AppCmd set config "Default Web Site/" /section:system.webServer/webdav/authoringRules /-[users='administrator'] /commit:apphost

: 対象のユーザーに対して複数のオーサリング ルールが存在する場合、上記のコマンドは一覧の最初のオーサリング ルールのみを削除します。そのユーザーの他のルールを削除するには、コマンドを繰り返す必要があります。

または、次の例のようにユーザーまたは役割名とコンテンツの種類の両方を指定することもできます。

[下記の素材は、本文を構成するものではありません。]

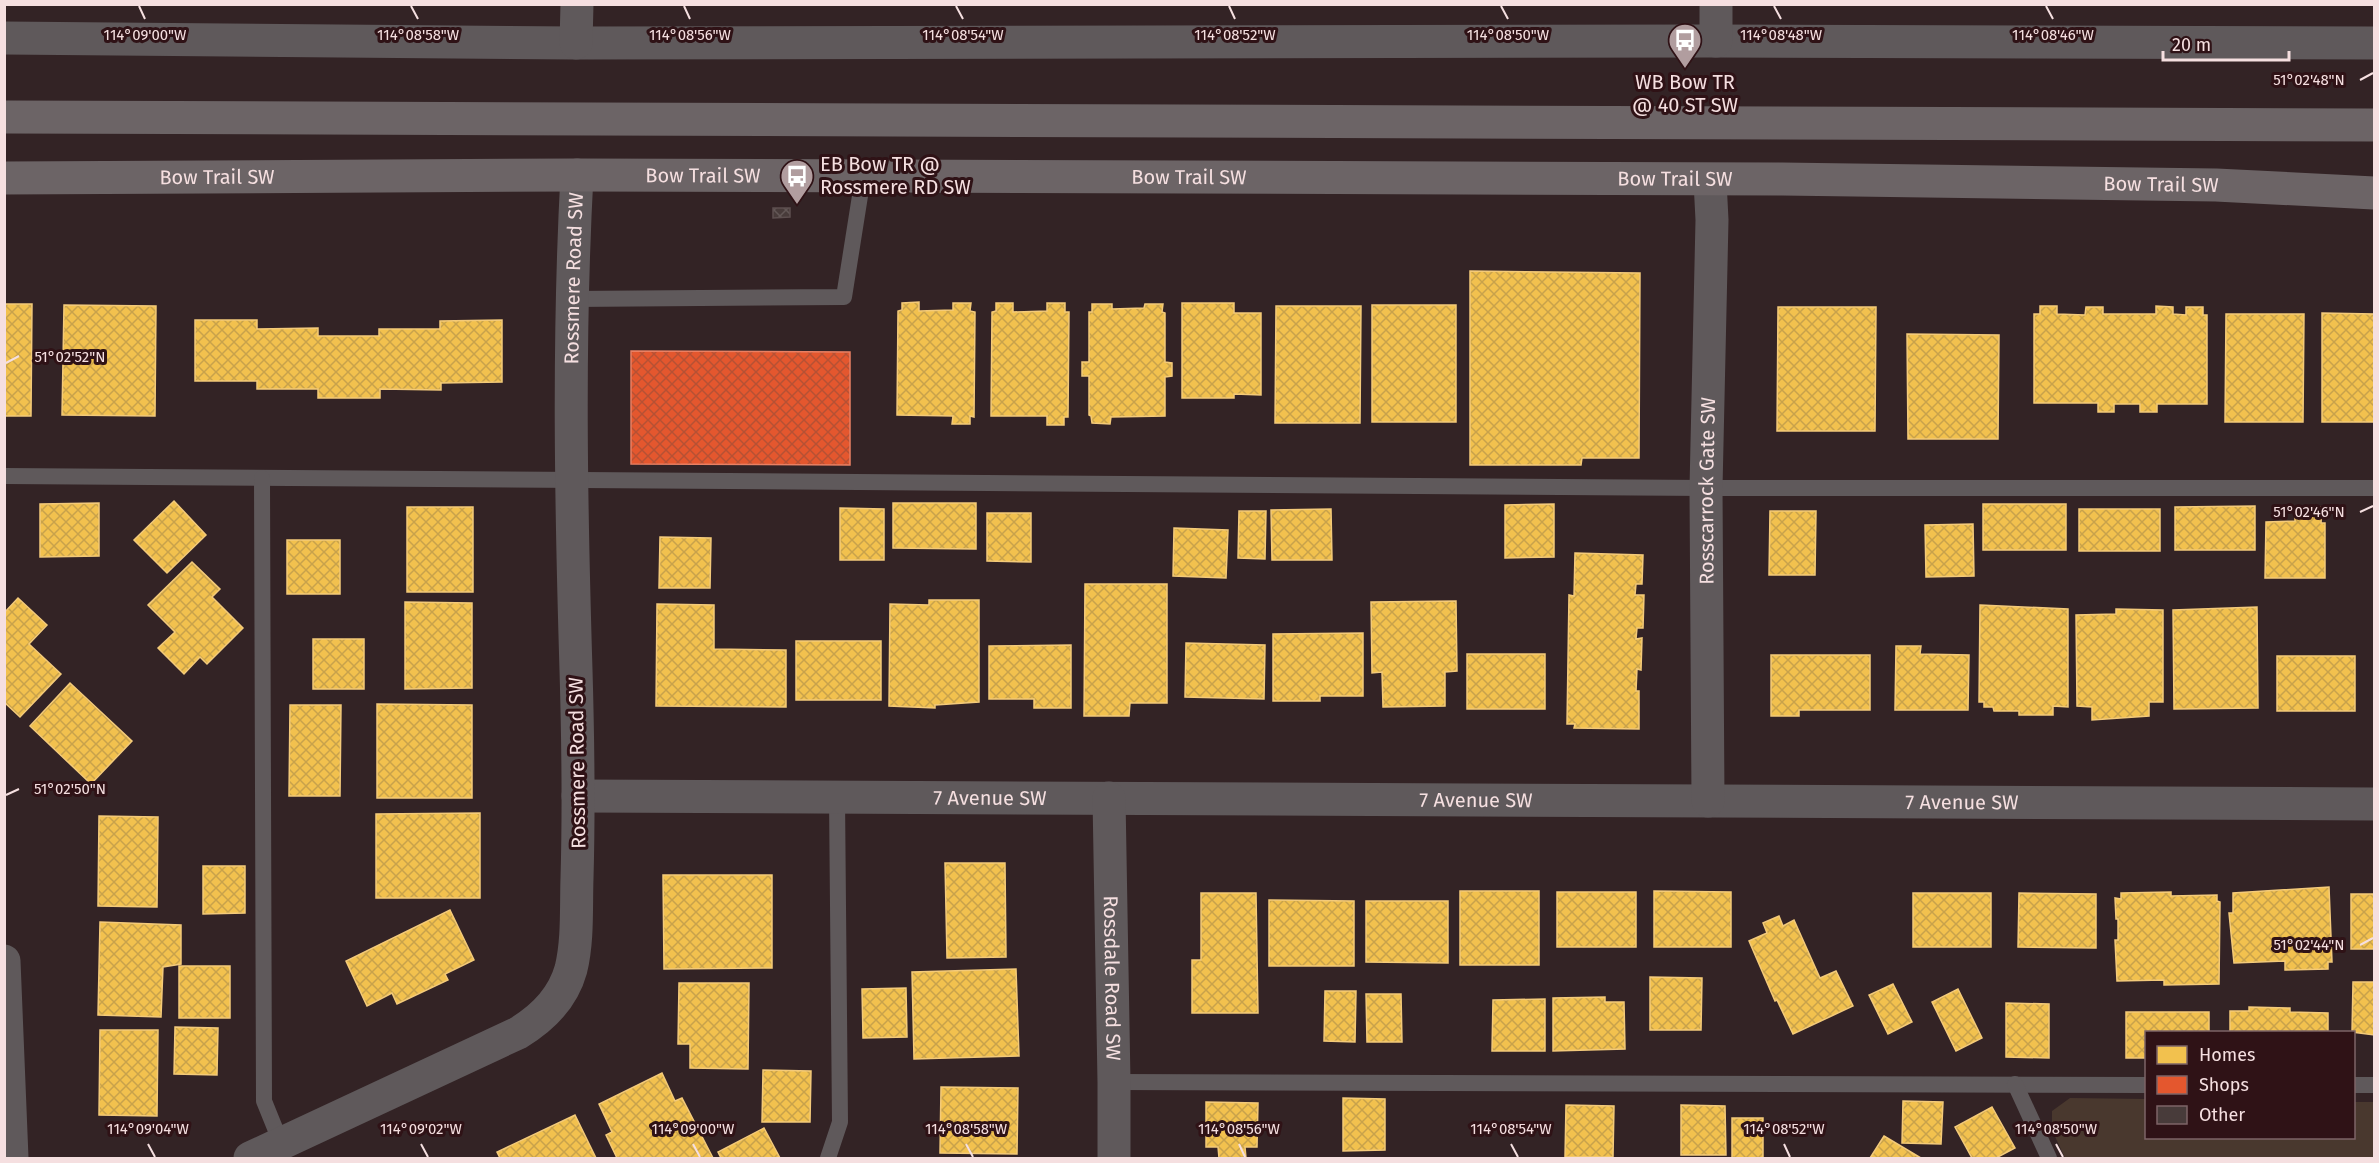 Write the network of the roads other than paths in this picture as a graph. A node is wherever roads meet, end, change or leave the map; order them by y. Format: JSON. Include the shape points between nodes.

AppCmd set config "Default Web Site/" /section:system.webServer/webdav/authoringRules /-[users='administrator',path='*'] /commit:apphost

まとめ

このドキュメントでは、次の方法について説明しました。

  • AppCmd を使用した WebDAV の基本的なタスクの実行 :
    • Web サイトの WebDAV の有効化または無効化
    • Web サイトの WebDAV オーサリングでの SSL の要求
    • Web サイト上の非表示ファイルへのアクセスの許可
    • Web サイトの WebDAV の互換性設定の構成
  • WebDAV オーサリング ルールの使用 :
    • オーサリング ルールの既定値の構成
    • オーサリング ルールの管理

詳細情報

WebDAV の使用の詳細については、次の記事を参照してください。

: 既に説明したように、要求のフィルタリングの既定の設定により、いくつかのファイルの種類が WebDAV オーサリングからブロックされる可能性があります。要求のフィルタリングの設定を変更しない場合、ブロックされているファイルを発行しようとすると、さまざまなエラーが表示されることがあります。たとえば、web.config ファイルをアップロードまたはダウンロードしようとすると、WedDAV クライアントでエラーが表示されます。要求のフィルタリングの設定を構成する方法の詳細については、「WebDAV と要求のフィルタリングを構成する方法」のチュートリアルを参照してください。